Disclosure’s Settle is the rare album propelled by a huge hit but defined by its deep cuts. The debut LP from the duo of Surrey-born brothers Howard and Guy Lawrence is best remembered for its hallmark track, the Sam Smith-featuring “Latch.” It’s the details woven into the album’s other 13 tracks, however, that established the electronic group as one of the genre’s most exciting acts.
Indeed, a great deal of Settle’s appeal is in Disclosure’s exploration of just about every avenue and subgenre of dance music.
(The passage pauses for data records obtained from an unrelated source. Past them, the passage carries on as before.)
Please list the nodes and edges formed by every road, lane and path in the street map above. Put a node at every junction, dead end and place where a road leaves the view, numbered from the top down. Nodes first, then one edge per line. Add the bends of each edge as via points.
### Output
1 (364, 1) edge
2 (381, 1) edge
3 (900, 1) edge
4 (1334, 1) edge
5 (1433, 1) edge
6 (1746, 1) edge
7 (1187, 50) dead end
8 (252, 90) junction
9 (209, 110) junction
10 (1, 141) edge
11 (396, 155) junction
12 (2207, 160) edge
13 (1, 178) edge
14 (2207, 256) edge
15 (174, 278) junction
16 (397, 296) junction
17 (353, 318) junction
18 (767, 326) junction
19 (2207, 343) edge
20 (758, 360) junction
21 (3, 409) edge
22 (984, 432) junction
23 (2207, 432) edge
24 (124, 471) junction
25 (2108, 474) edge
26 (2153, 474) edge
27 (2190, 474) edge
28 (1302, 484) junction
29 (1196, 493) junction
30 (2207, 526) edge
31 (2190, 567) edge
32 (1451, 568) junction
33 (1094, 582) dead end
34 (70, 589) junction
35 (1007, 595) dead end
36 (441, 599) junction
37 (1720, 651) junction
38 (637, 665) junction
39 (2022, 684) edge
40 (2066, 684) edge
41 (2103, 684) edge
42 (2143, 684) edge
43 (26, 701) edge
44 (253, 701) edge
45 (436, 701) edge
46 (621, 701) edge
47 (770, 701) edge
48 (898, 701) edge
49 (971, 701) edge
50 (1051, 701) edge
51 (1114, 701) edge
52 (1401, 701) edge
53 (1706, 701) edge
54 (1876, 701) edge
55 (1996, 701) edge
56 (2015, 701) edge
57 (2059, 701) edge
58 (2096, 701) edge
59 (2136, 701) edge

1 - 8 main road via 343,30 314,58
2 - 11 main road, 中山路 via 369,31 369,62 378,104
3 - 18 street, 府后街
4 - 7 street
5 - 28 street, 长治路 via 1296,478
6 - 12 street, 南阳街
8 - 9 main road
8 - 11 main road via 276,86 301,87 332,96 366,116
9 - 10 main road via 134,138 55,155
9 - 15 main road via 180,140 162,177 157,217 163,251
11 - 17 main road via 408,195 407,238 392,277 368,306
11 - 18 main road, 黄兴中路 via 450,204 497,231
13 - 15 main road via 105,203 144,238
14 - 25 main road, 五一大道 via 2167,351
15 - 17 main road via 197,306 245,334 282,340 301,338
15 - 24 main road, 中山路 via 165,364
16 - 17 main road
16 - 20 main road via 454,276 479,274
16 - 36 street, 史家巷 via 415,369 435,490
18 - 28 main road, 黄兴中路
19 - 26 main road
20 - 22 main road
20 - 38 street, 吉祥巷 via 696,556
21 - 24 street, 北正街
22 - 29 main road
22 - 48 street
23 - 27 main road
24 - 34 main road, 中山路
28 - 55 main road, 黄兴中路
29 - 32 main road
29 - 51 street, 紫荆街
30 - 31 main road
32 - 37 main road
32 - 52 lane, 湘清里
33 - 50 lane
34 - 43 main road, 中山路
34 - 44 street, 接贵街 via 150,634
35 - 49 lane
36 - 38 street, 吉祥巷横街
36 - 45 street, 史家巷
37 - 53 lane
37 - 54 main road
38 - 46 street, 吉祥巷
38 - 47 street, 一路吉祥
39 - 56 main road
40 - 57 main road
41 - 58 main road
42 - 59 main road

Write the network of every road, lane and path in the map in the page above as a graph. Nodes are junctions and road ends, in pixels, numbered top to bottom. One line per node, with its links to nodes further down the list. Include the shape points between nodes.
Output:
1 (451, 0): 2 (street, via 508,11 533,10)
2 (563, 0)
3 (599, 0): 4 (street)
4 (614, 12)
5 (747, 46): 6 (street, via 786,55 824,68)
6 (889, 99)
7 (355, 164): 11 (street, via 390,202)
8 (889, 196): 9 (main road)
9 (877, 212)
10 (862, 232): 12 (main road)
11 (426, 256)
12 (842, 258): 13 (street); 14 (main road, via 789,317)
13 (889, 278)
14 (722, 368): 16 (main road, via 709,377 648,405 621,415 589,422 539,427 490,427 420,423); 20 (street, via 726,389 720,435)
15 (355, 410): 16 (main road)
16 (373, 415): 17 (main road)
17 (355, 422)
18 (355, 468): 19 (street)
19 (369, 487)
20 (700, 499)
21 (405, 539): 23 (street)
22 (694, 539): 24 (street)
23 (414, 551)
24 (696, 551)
There are elements of Chicago’s house origins, Detroit’s obsession with techno, UK garage dalliances, and more. “White Noise,” which features AlunaGeorge, finds the Lawrences pairing an infectious synth melody with techno-leaning drums. Aluna’s voice is playful, breathing life into the song. To be fair, even “Latch” had a unique detail. In a Billboard interview, Guy explained, “We thought ‘Latch’ was too weird for the radio and not clubby enough for the clubs…it’s in 6/8 time — not even 4/4, which is house’s [time signature].”
The other significant draw of Settle is that it’s built like a pop album. Dance music has a long history of full-lengths, but it’s a genre more widely associated with DJ mixes, singles, and EPs. The Lawrences, in an interview with NPR, explained: “We grew up playing instruments and listening to bands and listening to songs… We didn’t grow up DJing or anything like that. A lot of people get into producing dance music through DJing. But we had our first two singles out before we even knew how to DJ.” That’s why Settle made such a mark: It was pop-infused electronica brimming at the seams with booming bass and rich melodies, built for wherever you want to take it – whether that be a stage at Coachella or a seedy London club.